(Materials provided)

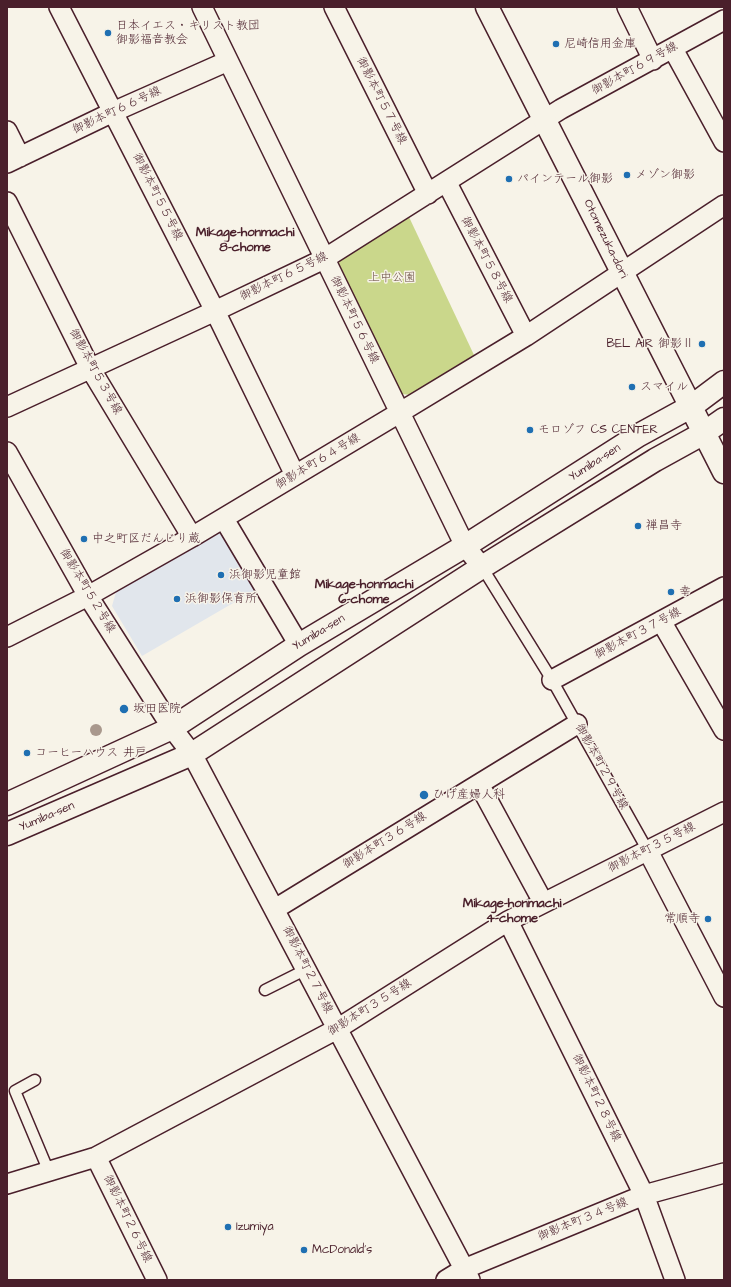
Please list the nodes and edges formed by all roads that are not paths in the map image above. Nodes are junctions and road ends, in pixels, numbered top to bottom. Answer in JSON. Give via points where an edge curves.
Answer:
{"nodes":[{"id":1,"x":59,"y":7,"type":"edge"},
{"id":2,"x":202,"y":7,"type":"edge"},
{"id":3,"x":334,"y":7,"type":"edge"},
{"id":4,"x":487,"y":7,"type":"edge"},
{"id":5,"x":627,"y":7,"type":"edge"},
{"id":6,"x":724,"y":20,"type":"edge"},
{"id":7,"x":673,"y":49,"type":"junction"},
{"id":8,"x":653,"y":60,"type":"junction"},
{"id":9,"x":228,"y":61,"type":"junction"},
{"id":10,"x":113,"y":112,"type":"junction"},
{"id":11,"x":546,"y":119,"type":"junction"},
{"id":12,"x":7,"y":131,"type":"edge"},
{"id":13,"x":724,"y":142,"type":"edge"},
{"id":14,"x":13,"y":160,"type":"edge"},
{"id":15,"x":446,"y":183,"type":"junction"},
{"id":16,"x":428,"y":194,"type":"junction"},
{"id":17,"x":7,"y":202,"type":"edge"},
{"id":18,"x":724,"y":205,"type":"edge"},
{"id":19,"x":324,"y":259,"type":"junction"},
{"id":20,"x":622,"y":274,"type":"junction"},
{"id":21,"x":215,"y":311,"type":"junction"},
{"id":22,"x":526,"y":336,"type":"junction"},
{"id":23,"x":90,"y":368,"type":"junction"},
{"id":24,"x":724,"y":382,"type":"edge"},
{"id":25,"x":692,"y":406,"type":"junction"},
{"id":26,"x":7,"y":407,"type":"edge"},
{"id":27,"x":399,"y":413,"type":"junction"},
{"id":28,"x":724,"y":419,"type":"edge"},
{"id":29,"x":704,"y":433,"type":"junction"},
{"id":30,"x":7,"y":452,"type":"edge"},
{"id":31,"x":724,"y":472,"type":"edge"},
{"id":32,"x":295,"y":475,"type":"junction"},
{"id":33,"x":224,"y":518,"type":"junction"},
{"id":34,"x":192,"y":537,"type":"junction"},
{"id":35,"x":465,"y":546,"type":"junction"},
{"id":36,"x":482,"y":567,"type":"junction"},
{"id":37,"x":724,"y":587,"type":"edge"},
{"id":38,"x":88,"y":596,"type":"junction"},
{"id":39,"x":661,"y":621,"type":"junction"},
{"id":40,"x":7,"y":637,"type":"edge"},
{"id":41,"x":299,"y":645,"type":"junction"},
{"id":42,"x":552,"y":680,"type":"junction"},
{"id":43,"x":577,"y":724,"type":"junction"},
{"id":44,"x":172,"y":728,"type":"junction"},
{"id":45,"x":724,"y":730,"type":"edge"},
{"id":46,"x":192,"y":754,"type":"junction"},
{"id":47,"x":479,"y":784,"type":"junction"},
{"id":48,"x":7,"y":804,"type":"edge"},
{"id":49,"x":724,"y":812,"type":"edge"},
{"id":50,"x":7,"y":834,"type":"edge"},
{"id":51,"x":648,"y":851,"type":"junction"},
{"id":52,"x":543,"y":902,"type":"junction"},
{"id":53,"x":275,"y":909,"type":"junction"},
{"id":54,"x":508,"y":921,"type":"junction"},
{"id":55,"x":307,"y":969,"type":"junction"},
{"id":56,"x":265,"y":990,"type":"dead end"},
{"id":57,"x":724,"y":997,"type":"edge"},
{"id":58,"x":337,"y":1029,"type":"junction"},
{"id":59,"x":35,"y":1080,"type":"dead end"},
{"id":60,"x":96,"y":1158,"type":"junction"},
{"id":61,"x":49,"y":1172,"type":"junction"},
{"id":62,"x":724,"y":1173,"type":"edge"},
{"id":63,"x":7,"y":1184,"type":"edge"},
{"id":64,"x":644,"y":1195,"type":"junction"},
{"id":65,"x":467,"y":1274,"type":"edge"},
{"id":66,"x":157,"y":1280,"type":"edge"},
{"id":67,"x":446,"y":1280,"type":"edge"},
{"id":68,"x":674,"y":1280,"type":"edge"}],
"edges":[{"from":1,"to":10,"type":"street","name":"御影本町５５号線"},
{"from":2,"to":9,"type":"street","name":"御影本町５６号線"},
{"from":3,"to":16,"type":"street","name":"御影本町５７号線"},
{"from":4,"to":11,"type":"street","name":"Otomezuka-dori"},
{"from":5,"to":8,"type":"street"},
{"from":6,"to":7,"type":"street","name":"御影本町６９号線"},
{"from":7,"to":8,"type":"street","name":"御影本町６９号線"},
{"from":7,"to":13,"type":"street"},
{"from":8,"to":11,"type":"street","name":"御影本町６９号線"},
{"from":9,"to":10,"type":"street","name":"御影本町６６号線"},
{"from":9,"to":19,"type":"street","name":"御影本町５６号線"},
{"from":10,"to":14,"type":"street","name":"御影本町６６号線"},
{"from":10,"to":21,"type":"street","name":"御影本町５５号線"},
{"from":11,"to":15,"type":"street","name":"御影本町６５号線"},
{"from":11,"to":20,"type":"street","name":"Otomezuka-dori"},
{"from":12,"to":14,"type":"street"},
{"from":15,"to":16,"type":"street","name":"御影本町６５号線"},
{"from":15,"to":22,"type":"street","name":"御影本町５８号線"},
{"from":16,"to":19,"type":"street","name":"御影本町６５号線"},
{"from":17,"to":23,"type":"street","name":"御影本町５３号線"},
{"from":18,"to":20,"type":"street","name":"御影本町６４号線"},
{"from":19,"to":21,"type":"street","name":"御影本町６５号線"},
{"from":19,"to":27,"type":"street","name":"御影本町５６号線"},
{"from":20,"to":22,"type":"street","name":"御影本町６４号線"},
{"from":20,"to":25,"type":"street","name":"Otomezuka-dori"},
{"from":21,"to":23,"type":"street","name":"御影本町６５号線"},
{"from":21,"to":32,"type":"street","name":"御影本町５５号線"},
{"from":22,"to":27,"type":"street","name":"御影本町６４号線"},
{"from":23,"to":26,"type":"street","name":"御影本町６５号線"},
{"from":23,"to":34,"type":"street","name":"御影本町５３号線"},
{"from":24,"to":25,"type":"street","name":"Yumiba-sen"},
{"from":25,"to":29,"type":"street","name":"Otomezuka-dori"},
{"from":25,"to":35,"type":"street","name":"Yumiba-sen","via":[[639,435]]},
{"from":27,"to":32,"type":"street","name":"御影本町６４号線"},
{"from":27,"to":35,"type":"street","name":"御影本町５６号線"},
{"from":28,"to":29,"type":"street","name":"Yumiba-sen"},
{"from":29,"to":31,"type":"street","name":"Otomezuka-dori"},
{"from":29,"to":36,"type":"street","name":"Yumiba-sen","via":[[655,460]]},
{"from":30,"to":38,"type":"street","name":"御影本町５２号線"},
{"from":32,"to":33,"type":"street","name":"御影本町６４号線"},
{"from":33,"to":34,"type":"street","name":"御影本町６４号線"},
{"from":33,"to":41,"type":"street"},
{"from":34,"to":38,"type":"street","name":"御影本町６４号線"},
{"from":35,"to":36,"type":"street","name":"御影本町２９号線"},
{"from":35,"to":41,"type":"street","name":"Yumiba-sen"},
{"from":36,"to":42,"type":"lane","name":"御影本町２９号線"},
{"from":36,"to":46,"type":"street","name":"Yumiba-sen"},
{"from":37,"to":39,"type":"street","name":"御影本町３７号線"},
{"from":38,"to":40,"type":"street","name":"御影本町６４号線"},
{"from":38,"to":44,"type":"street","name":"御影本町５２号線"},
{"from":39,"to":42,"type":"street","name":"御影本町３７号線"},
{"from":39,"to":45,"type":"street"},
{"from":41,"to":44,"type":"street","name":"Yumiba-sen"},
{"from":42,"to":43,"type":"lane","name":"御影本町２９号線"},
{"from":43,"to":47,"type":"street","name":"御影本町３６号線"},
{"from":43,"to":51,"type":"lane","name":"御影本町２９号線"},
{"from":44,"to":46,"type":"street","name":"御影本町２７号線"},
{"from":44,"to":48,"type":"street","name":"Yumiba-sen"},
{"from":46,"to":50,"type":"street","name":"Yumiba-sen"},
{"from":46,"to":53,"type":"street","name":"御影本町２７号線"},
{"from":47,"to":52,"type":"street"},
{"from":47,"to":53,"type":"street","name":"御影本町３６号線"},
{"from":49,"to":51,"type":"street","name":"御影本町３５号線"},
{"from":51,"to":52,"type":"street","name":"御影本町３５号線"},
{"from":51,"to":57,"type":"street","name":"御影本町２９号線"},
{"from":52,"to":54,"type":"street","name":"御影本町３５号線"},
{"from":53,"to":55,"type":"street","name":"御影本町２７号線"},
{"from":54,"to":58,"type":"street","name":"御影本町３５号線"},
{"from":54,"to":64,"type":"street","name":"御影本町２８号線"},
{"from":55,"to":56,"type":"lane"},
{"from":55,"to":58,"type":"street","name":"御影本町２７号線"},
{"from":58,"to":60,"type":"street","name":"御影本町３５号線"},
{"from":58,"to":65,"type":"street","name":"御影本町２７号線"},
{"from":59,"to":61,"type":"lane","via":[[15,1091]]},
{"from":60,"to":61,"type":"street","name":"御影本町３５号線"},
{"from":60,"to":66,"type":"street","name":"御影本町２６号線"},
{"from":61,"to":63,"type":"street","name":"御影本町３５号線"},
{"from":62,"to":64,"type":"street","name":"御影本町３４号線"},
{"from":64,"to":65,"type":"street","name":"御影本町３４号線"},
{"from":64,"to":68,"type":"street","name":"御影本町２８号線"},
{"from":65,"to":67,"type":"street","name":"御影本町３４号線"}]}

(End Materials provided)

**Action item**
State the number of lines in the data above that include the word "dori", leaving out any other words.

**Response for this exercise**
5